Louis: The Louis Armstrong Story - Max Jones; John Chilton;Little, Brown & Co., 1971, Hardback in Dust Wrapper.
Condition: Very Good — in Very Good Dust Wrapper. Dust wrapper has a short, tidy, closed tear at the tail of the spine. Very light spotting to start and finish otherwise a very well presented copy.
First U.S. Edition. Illustrated with black and white photographs. From the cover: “For nearly half a century Louis Armstrong’s name spelled magic to millions of people throughout the world. A titan who towered over the first fifty years of jazz history. Louis — or Satchmo in the affections of his vast international audiences — was not only the single most popular figure in American music; he was also the most influential of all jazzmen. Yet so powerful were his talents and his personality that he transcended jazz to influence the entire field of Western popular music; his expressive features, his short dynamic figure, his glittering trumpet tone, above all, perhaps, his abrasive voice, were familiar to film-goers, television-watchers and concert patrons from Toulouse to Tokyo.
Millions of words have been written or spoken about him — in books, magazines and newspapers, on radio, film and television. In spite of them all, strangely little is still really known about him. What was the truth about his background and early life? How did the ‘Ambassador of Jazz’ regard his role in music and society? What was he like off-stage — the private man away from his trumpet and the constant spotlights?
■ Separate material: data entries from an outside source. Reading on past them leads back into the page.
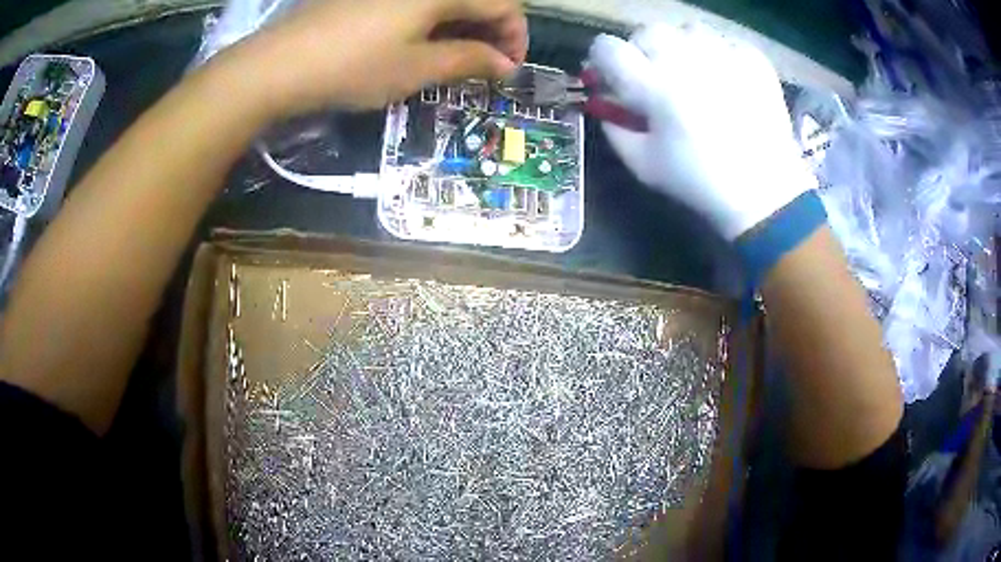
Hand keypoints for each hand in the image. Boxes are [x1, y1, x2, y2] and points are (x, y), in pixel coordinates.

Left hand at [241, 0, 527, 113]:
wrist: (279, 64)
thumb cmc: (353, 66)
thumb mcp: (416, 68)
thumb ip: (469, 61)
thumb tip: (505, 65)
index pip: (502, 4)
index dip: (515, 37)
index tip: (510, 69)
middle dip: (490, 31)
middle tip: (486, 66)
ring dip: (462, 25)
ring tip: (457, 58)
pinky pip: (417, 1)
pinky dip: (433, 19)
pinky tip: (424, 41)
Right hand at [588, 25, 815, 239]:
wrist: (765, 192)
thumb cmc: (700, 182)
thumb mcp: (643, 165)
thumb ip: (614, 127)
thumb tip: (606, 100)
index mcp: (653, 86)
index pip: (607, 48)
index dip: (603, 60)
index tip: (612, 75)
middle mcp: (685, 59)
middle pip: (646, 31)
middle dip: (643, 50)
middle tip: (656, 75)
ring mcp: (723, 55)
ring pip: (687, 29)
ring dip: (681, 46)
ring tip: (693, 72)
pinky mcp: (752, 59)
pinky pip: (724, 40)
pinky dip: (718, 53)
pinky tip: (724, 77)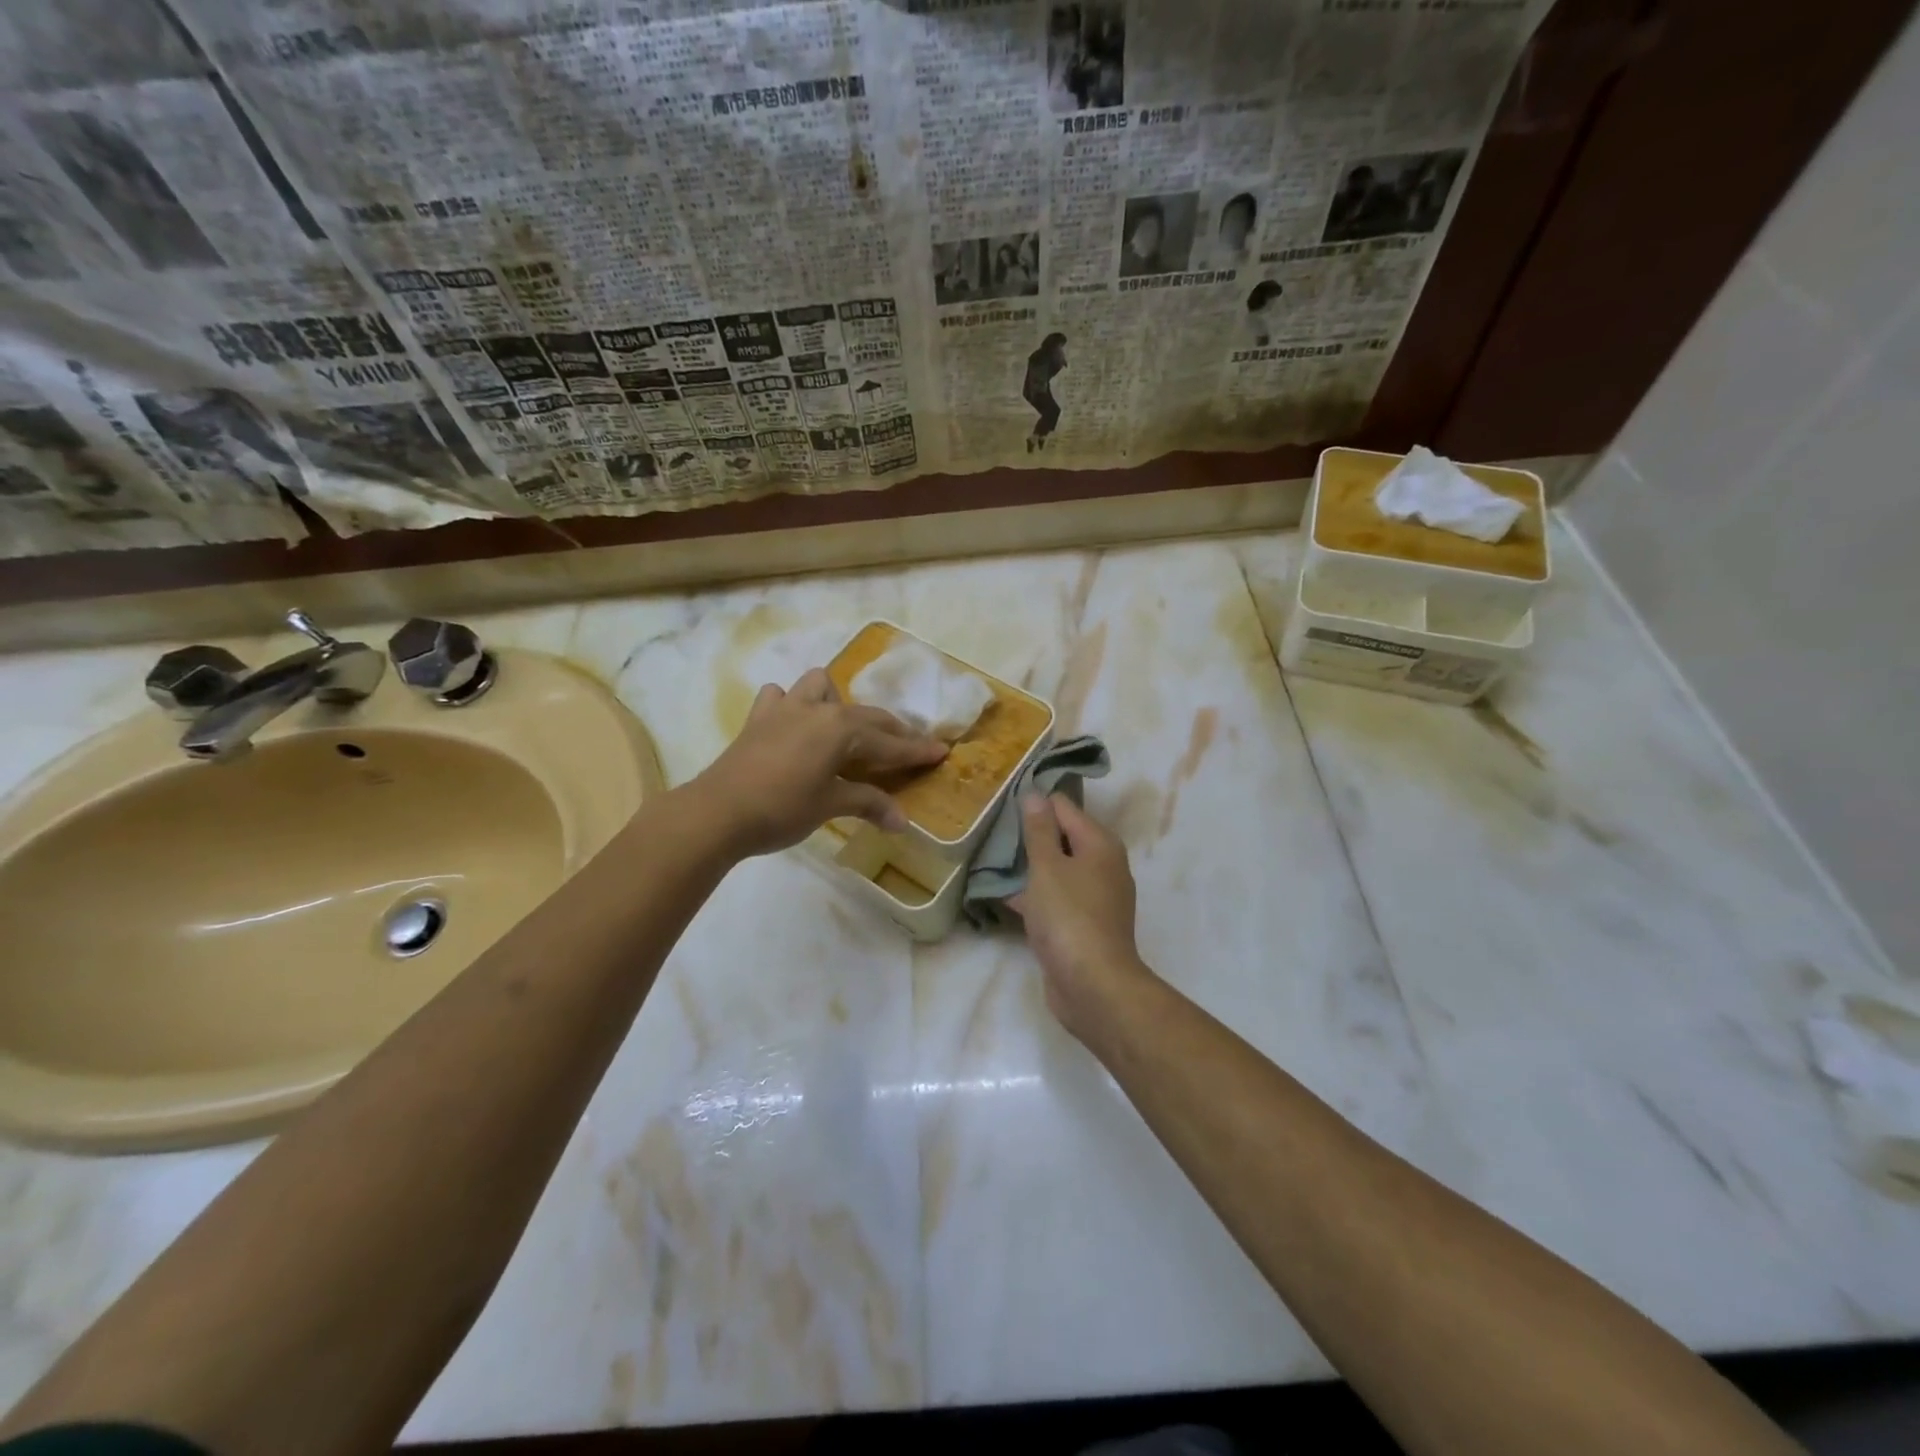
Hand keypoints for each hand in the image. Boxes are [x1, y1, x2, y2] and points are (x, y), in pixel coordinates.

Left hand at [690, 667, 947, 857]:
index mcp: (841, 729)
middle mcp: (818, 709)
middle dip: (890, 730)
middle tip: (907, 748)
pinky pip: (778, 697)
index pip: (889, 741)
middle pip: (865, 715)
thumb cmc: (782, 809)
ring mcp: (785, 709)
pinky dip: (790, 705)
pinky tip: (792, 725)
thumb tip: (903, 822)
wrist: (718, 812)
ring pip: (819, 685)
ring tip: (840, 729)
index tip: (941, 751)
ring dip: (835, 701)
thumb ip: (868, 805)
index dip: (916, 749)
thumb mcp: (830, 806)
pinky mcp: (758, 719)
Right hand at [1009, 793, 1155, 1038]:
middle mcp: (1103, 865)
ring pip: (1057, 870)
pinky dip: (1034, 895)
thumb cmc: (1069, 917)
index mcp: (1100, 844)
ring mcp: (1095, 897)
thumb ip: (1039, 830)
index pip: (1064, 807)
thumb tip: (1036, 795)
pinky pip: (1055, 898)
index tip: (1002, 805)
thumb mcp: (1047, 867)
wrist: (1093, 986)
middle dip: (1030, 836)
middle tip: (992, 832)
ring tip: (990, 861)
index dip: (1035, 803)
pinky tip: (1002, 897)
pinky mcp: (1083, 924)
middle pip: (1062, 837)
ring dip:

Louis answers these questions. Answers them more fully and frankly than any other book has ever done or will be able to do. Because for Louis himself it was the authorised biography, written with his complete co-operation and trust by a man who had been his close friend for thirty years. ‘Yeah, I’m gonna tell it all to Max Jones’, as he said on the David Frost show, ‘for the first time — the way it really was’.
The story of the way it really was began in the toughest of New Orleans’s black ghettoes. Born even poorer, growing up even more deprived than most of his black American contemporaries in the South, Louis Armstrong went further and lasted longer than any of them. In a career which spanned more than five decades of professional playing — first in his home town, then following the path taken by jazz as it moved to new capitals in Chicago, New York, the West Coast and finally to Europe — Louis played a decisive role in bringing American jazz to maturity and spreading it round the globe.”